Notar Dr. Rothe hat erkennbar als Stellvertreter der Beteiligten zu 2) die Löschung bewilligt. Er hat hierzu auch Vertretungsmacht. Die Vollmacht ergibt sich aus einer Zusammenschau des Inhalts der Notarurkunde vom 16.04.1997 mit dem der Notarurkunde vom 03.02.1997. Der insoweit maßgebliche Abschnitt VIII der Urkunde vom 03.02.1997 enthält zunächst nur die sog. Vollzugsvollmacht. Diese ist eng auszulegen und auf die Durchführung eines beurkundeten Geschäfts ihn zur Grundbucheintragung als dem das Geschäft vollendenden Element begrenzt (vgl. OLG Hamm NJW-RR 2001, 376).

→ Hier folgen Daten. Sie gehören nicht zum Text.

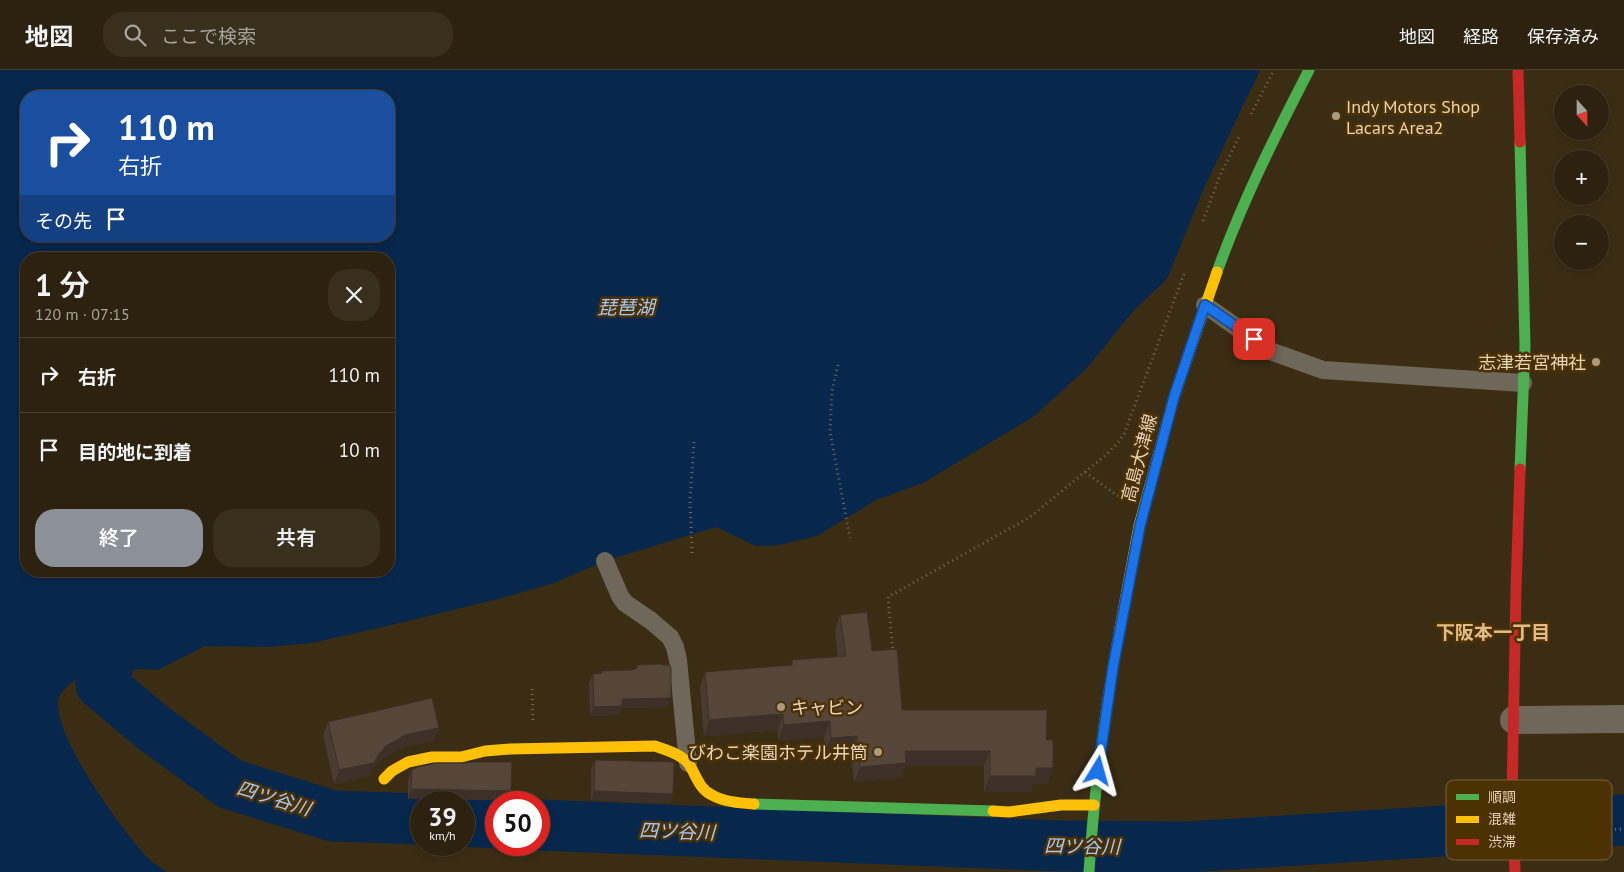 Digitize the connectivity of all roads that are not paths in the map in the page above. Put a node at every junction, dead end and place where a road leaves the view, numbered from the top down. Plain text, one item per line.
1 (1309, 70) edge
2 (1518, 70) edge
3 (1205, 305) junction
4 (1523, 383) junction
5 (605, 561) dead end
6 (1514, 720) junction
7 (1624, 720) edge
8 (688, 763) junction
9 (384, 779) dead end
10 (1512, 780) edge
11 (1094, 805) junction
12 (1089, 872) edge

1 - 3 street, 高島大津線
2 - 4 street
3 - 4 lane
3 - 11 street, 高島大津線
4 - 6 street
5 - 8 lane
6 - 7 street
6 - 10 street
8 - 9 street
8 - 11 street
11 - 12 street, 高島大津線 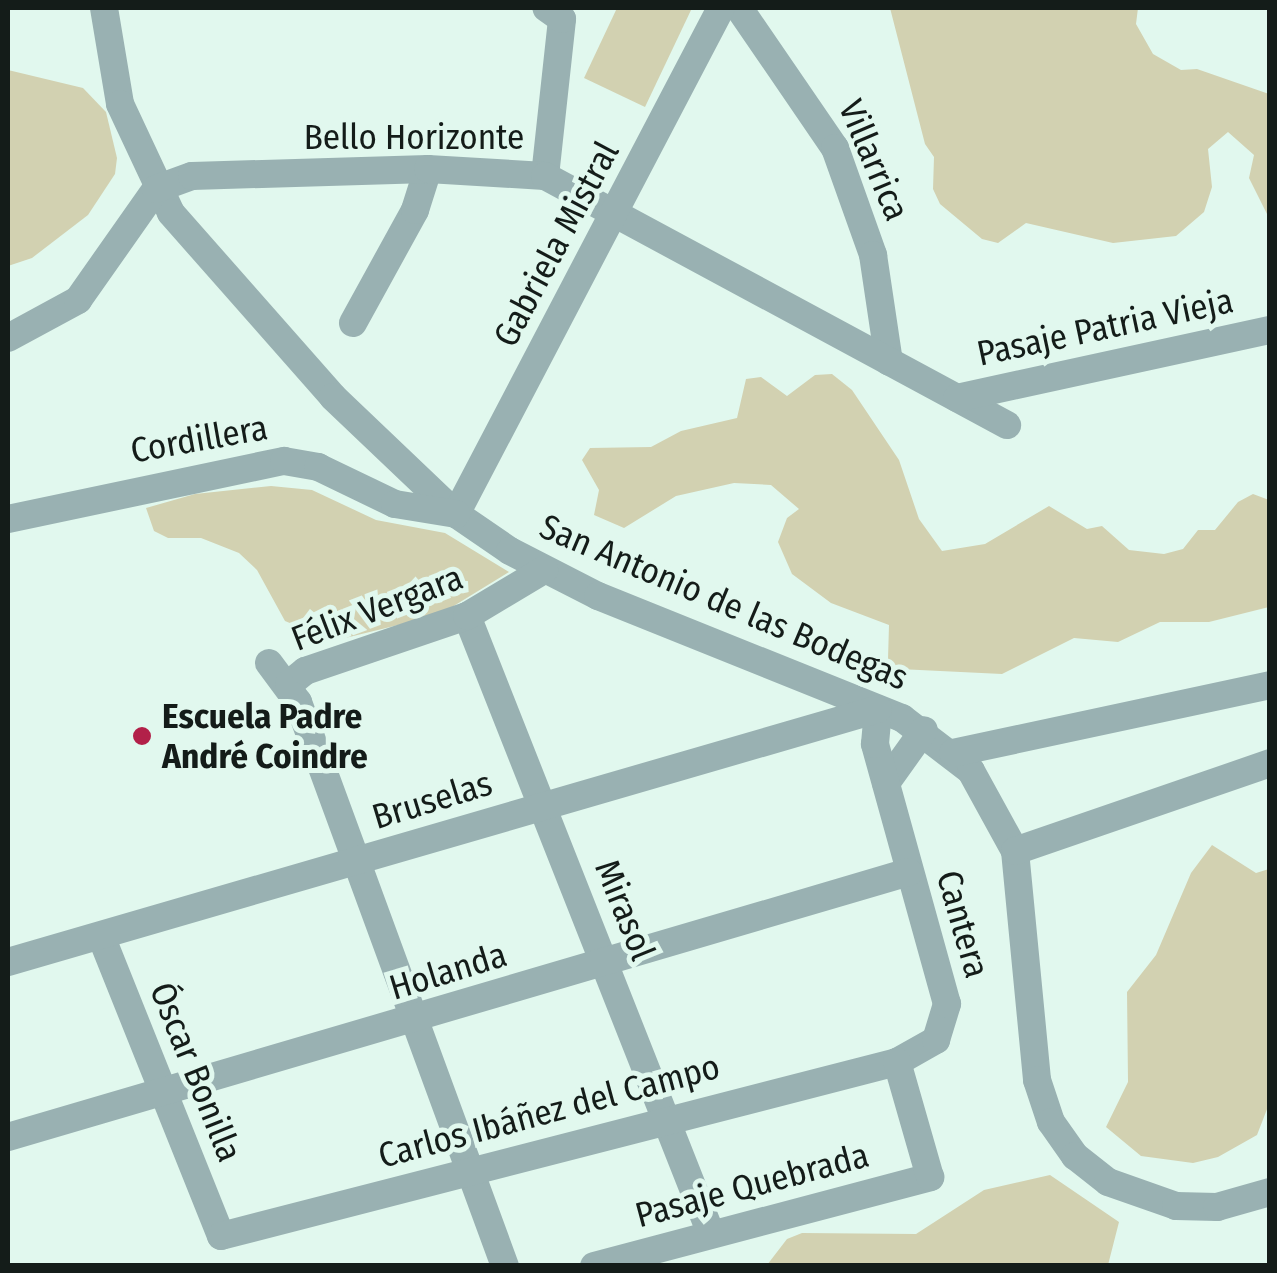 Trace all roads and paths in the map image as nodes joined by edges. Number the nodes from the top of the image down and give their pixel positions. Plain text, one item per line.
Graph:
1 (104, 8) edge
2 (546, 8) edge
3 (721, 8) edge
4 (739, 8) edge
5 (428, 169) junction
6 (545, 176) junction
7 (156, 189) junction
8 (617, 210) junction
9 (353, 322) dead end
10 (1270, 330) edge
11 (8, 338) edge
12 (889, 362) junction
13 (957, 398) junction
14 (1007, 425) dead end
15 (456, 514) junction
16 (8, 519) edge
17 (544, 570) junction
18 (467, 616) junction
19 (268, 663) dead end
20 (288, 684) junction
21 (1270, 685) edge
22 (878, 709) junction
23 (924, 730) junction
24 (953, 752) junction
25 (1270, 763) edge
26 (886, 784) junction
27 (542, 807) junction
28 (1015, 851) junction
29 (354, 863) junction
30 (910, 872) junction
31 (101, 936) junction
32 (10, 953) edge
33 (606, 963) junction
34 (416, 1020) junction
35 (897, 1062) junction
36 (165, 1094) junction
37 (668, 1118) junction
38 (8, 1137) edge
39 (474, 1169) junction
40 (1270, 1192) edge
41 (711, 1234) junction
42 (221, 1236) joint
43 (505, 1266) edge
44 (594, 1266) edge

1 - 7 street, San Antonio de las Bodegas
2 - 6 street
3 - 8 street, Gabriela Mistral
4 - 12 street, Villarrica
5 - 6 street, Bello Horizonte
5 - 7 street, Bello Horizonte
5 - 9 street
6 - 8 street, Bello Horizonte
7 - 11 street
7 - 15 street, San Antonio de las Bodegas
8 - 12 street, Bello Horizonte
8 - 15 street, Gabriela Mistral
10 - 13 street, Pasaje Patria Vieja
12 - 13 street, Bello Horizonte
13 - 14 street, Bello Horizonte
15 - 16 street, Cordillera
15 - 17 street, San Antonio de las Bodegas
17 - 18 street, Félix Vergara
17 - 22 street, San Antonio de las Bodegas
18 - 20 street, Félix Vergara
18 - 27 street, Mirasol
19 - 20 street
20 - 29 street
21 - 24 street
22 - 23 street, San Antonio de las Bodegas
22 - 26 street, Cantera
22 - 27 street, Bruselas
23 - 24 street, San Antonio de las Bodegas
23 - 26 street
24 - 28 street, San Antonio de las Bodegas
25 - 28 street
26 - 30 street, Cantera
27 - 29 street, Bruselas
27 - 33 street, Mirasol
28 - 40 street, San Antonio de las Bodegas
29 - 31 street, Bruselas
29 - 34 street
30 - 33 street, Holanda
30 - 35 street, Cantera
31 - 32 street, Bruselas
31 - 36 street, Óscar Bonilla
33 - 34 street, Holanda
33 - 37 street, Mirasol
34 - 36 street, Holanda
34 - 39 street
35 - 37 street, Carlos Ibáñez del Campo
35 - 41 street, Pasaje Quebrada
36 - 38 street, Holanda
36 - 42 street, Óscar Bonilla
37 - 39 street, Carlos Ibáñez del Campo
37 - 41 street, Mirasol
39 - 42 street, Carlos Ibáñez del Campo
39 - 43 street
41 - 44 street, Pasaje Quebrada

Zu der bloßen Vollzugsvollmacht tritt jedoch gemäß dem Inhalt der in Abschnitt VIII der Urkunde vom 03.02.1997 beurkundeten Erklärungen der Beteiligten zu 2) eine weitere Vollmacht, denn "zudem" wird der Notar zur uneingeschränkten Vertretung der Beteiligten im Grundbuchverfahren ermächtigt. Diese Vollmacht ist im Außenverhältnis wirksam. Es steht den Beteiligten frei, den Urkundsnotar gelegentlich eines Beurkundungsvorganges zu Rechtshandlungen zu ermächtigen, die nicht unmittelbar die rechtliche Vollendung des beurkundeten Geschäftswillens herbeiführen. Ob eine neben einer Vollzugsvollmacht "uneingeschränkt" erteilte Vertretungsmacht jedwedes Vertreterhandeln trägt oder ob sie auch ohne besondere Bestimmung dort ihre Grenzen findet, wo eine Rechtshandlung zu dem beurkundeten Ausgangsrechtsgeschäft keinen Bezug mehr hat, kann hier offen bleiben. Die Löschung einer Auflassungsvormerkung vor Eigentumsübergang steht mit dem beurkundeten Kaufvertrag jedenfalls in enger Verbindung, weil eine Bewilligungsvollmacht, indem sie den Eigentümer des Unrichtgkeitsnachweises enthebt, die Grundbuchberichtigung dort erleichtert, wo die Vormerkung infolge des Erlöschens des gesicherten Anspruchs vor der Vertragserfüllung gegenstandslos geworden ist.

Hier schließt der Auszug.